▶ **Problem statement**:
Using the listing below, set down exactly the lines from the one that contains "Parse this screen: labels, road" through the one that contains "Annotation task. Transcribe", with no pictures.
*** Opening Exercise data ***
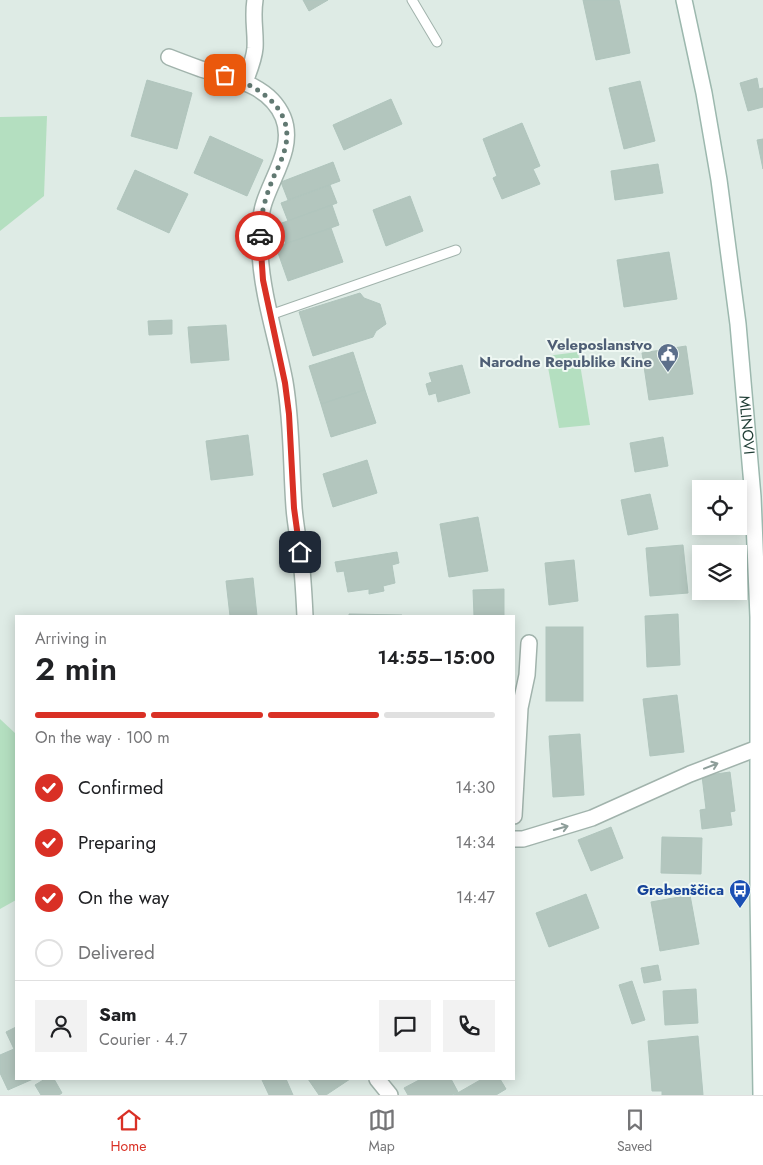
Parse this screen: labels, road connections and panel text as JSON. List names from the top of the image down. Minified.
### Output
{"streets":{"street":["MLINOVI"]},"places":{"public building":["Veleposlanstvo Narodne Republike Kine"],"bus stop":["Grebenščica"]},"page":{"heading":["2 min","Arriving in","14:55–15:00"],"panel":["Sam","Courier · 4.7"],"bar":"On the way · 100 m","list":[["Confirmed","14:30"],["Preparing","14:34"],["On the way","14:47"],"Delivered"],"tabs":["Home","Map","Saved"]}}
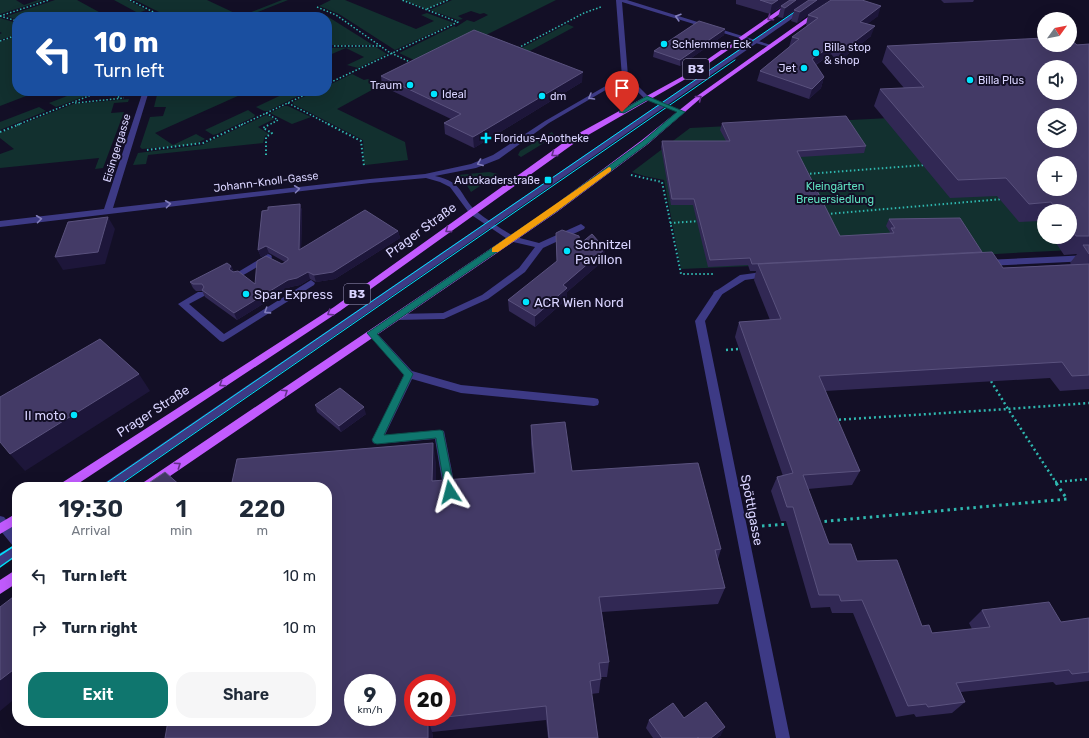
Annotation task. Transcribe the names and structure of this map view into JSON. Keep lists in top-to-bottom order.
*** Closing Exercise data ***
*** Opening Exercise data ***
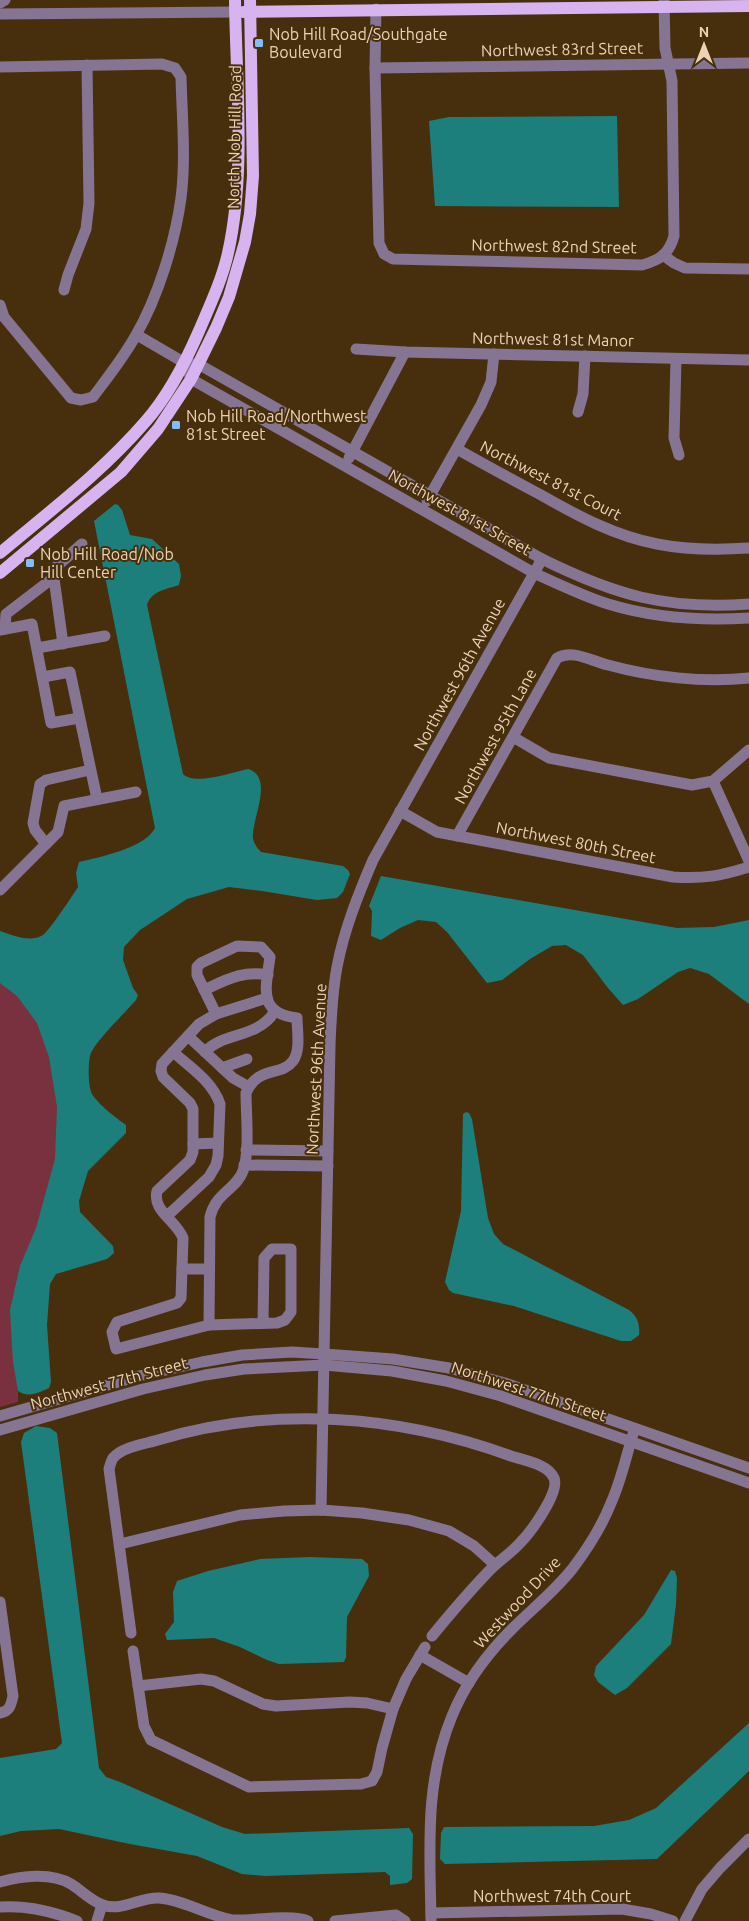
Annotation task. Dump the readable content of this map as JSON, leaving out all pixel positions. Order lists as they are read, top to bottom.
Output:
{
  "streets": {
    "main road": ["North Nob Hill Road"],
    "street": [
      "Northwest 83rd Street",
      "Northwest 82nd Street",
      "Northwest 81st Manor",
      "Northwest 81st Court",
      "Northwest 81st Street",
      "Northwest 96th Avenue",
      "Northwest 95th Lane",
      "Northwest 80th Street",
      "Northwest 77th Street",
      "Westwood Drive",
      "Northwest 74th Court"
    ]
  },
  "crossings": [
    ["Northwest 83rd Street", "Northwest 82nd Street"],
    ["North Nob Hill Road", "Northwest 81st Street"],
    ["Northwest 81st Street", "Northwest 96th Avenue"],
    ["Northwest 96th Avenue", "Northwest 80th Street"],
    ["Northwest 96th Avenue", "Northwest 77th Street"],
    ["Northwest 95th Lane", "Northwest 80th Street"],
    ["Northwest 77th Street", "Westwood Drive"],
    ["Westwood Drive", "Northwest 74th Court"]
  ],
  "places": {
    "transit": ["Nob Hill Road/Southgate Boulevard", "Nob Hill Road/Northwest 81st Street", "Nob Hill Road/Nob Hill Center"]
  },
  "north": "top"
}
*** Closing Exercise data ***
*** Opening Exercise data ***
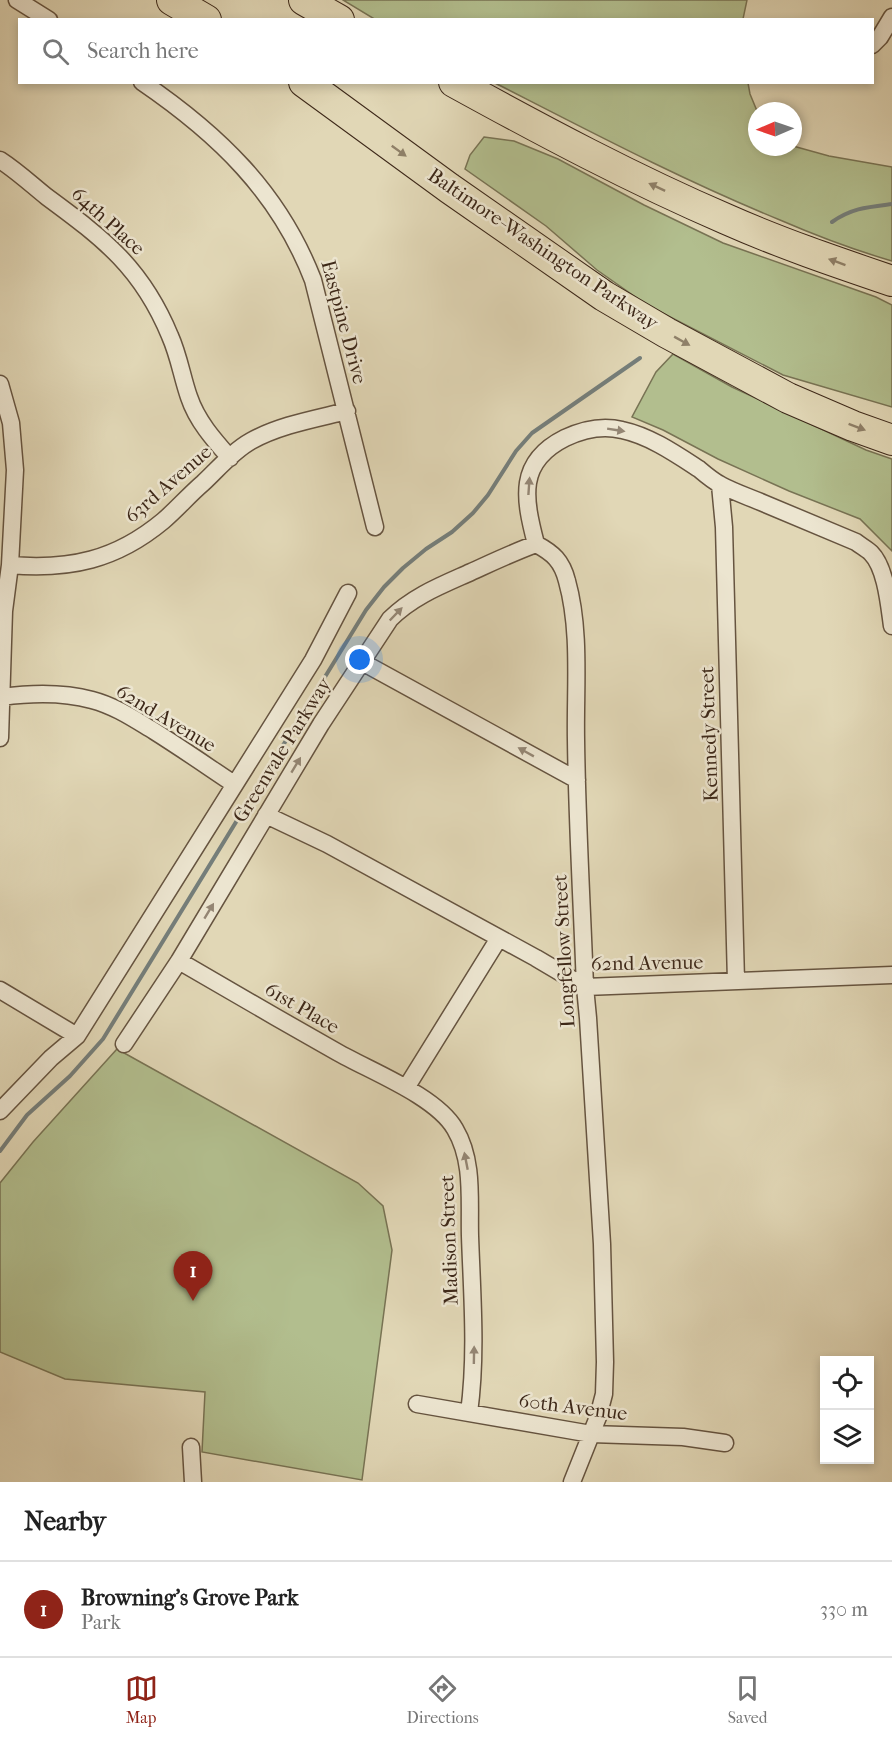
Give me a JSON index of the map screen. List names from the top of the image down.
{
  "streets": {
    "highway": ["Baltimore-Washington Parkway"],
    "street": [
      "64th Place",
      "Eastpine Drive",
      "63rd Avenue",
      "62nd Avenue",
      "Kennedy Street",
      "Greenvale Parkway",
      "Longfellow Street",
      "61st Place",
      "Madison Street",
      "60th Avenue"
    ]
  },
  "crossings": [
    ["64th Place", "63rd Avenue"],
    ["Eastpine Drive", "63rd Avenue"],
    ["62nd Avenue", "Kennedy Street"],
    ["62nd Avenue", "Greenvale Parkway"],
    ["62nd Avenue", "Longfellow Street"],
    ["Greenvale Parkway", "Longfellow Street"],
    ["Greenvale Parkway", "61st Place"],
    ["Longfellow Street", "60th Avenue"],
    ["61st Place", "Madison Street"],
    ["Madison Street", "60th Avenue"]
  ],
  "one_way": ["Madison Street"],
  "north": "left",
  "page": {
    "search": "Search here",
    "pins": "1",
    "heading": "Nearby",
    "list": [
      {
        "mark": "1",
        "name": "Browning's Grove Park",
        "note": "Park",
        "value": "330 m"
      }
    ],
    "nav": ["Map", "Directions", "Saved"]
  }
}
*** Closing Exercise data ***
▶ **Response to the task**:
Parse this screen: labels, road connections and panel text as JSON. List names from the top of the image down. Minified.
### Output
{"streets":{"street":["MLINOVI"]},"places":{"public building":["Veleposlanstvo Narodne Republike Kine"],"bus stop":["Grebenščica"]},"page":{"heading":["2 min","Arriving in","14:55–15:00"],"panel":["Sam","Courier · 4.7"],"bar":"On the way · 100 m","list":[["Confirmed","14:30"],["Preparing","14:34"],["On the way","14:47"],"Delivered"],"tabs":["Home","Map","Saved"]}}
Annotation task. Transcribe the names and structure of this map view into JSON. Keep lists in top-to-bottom order.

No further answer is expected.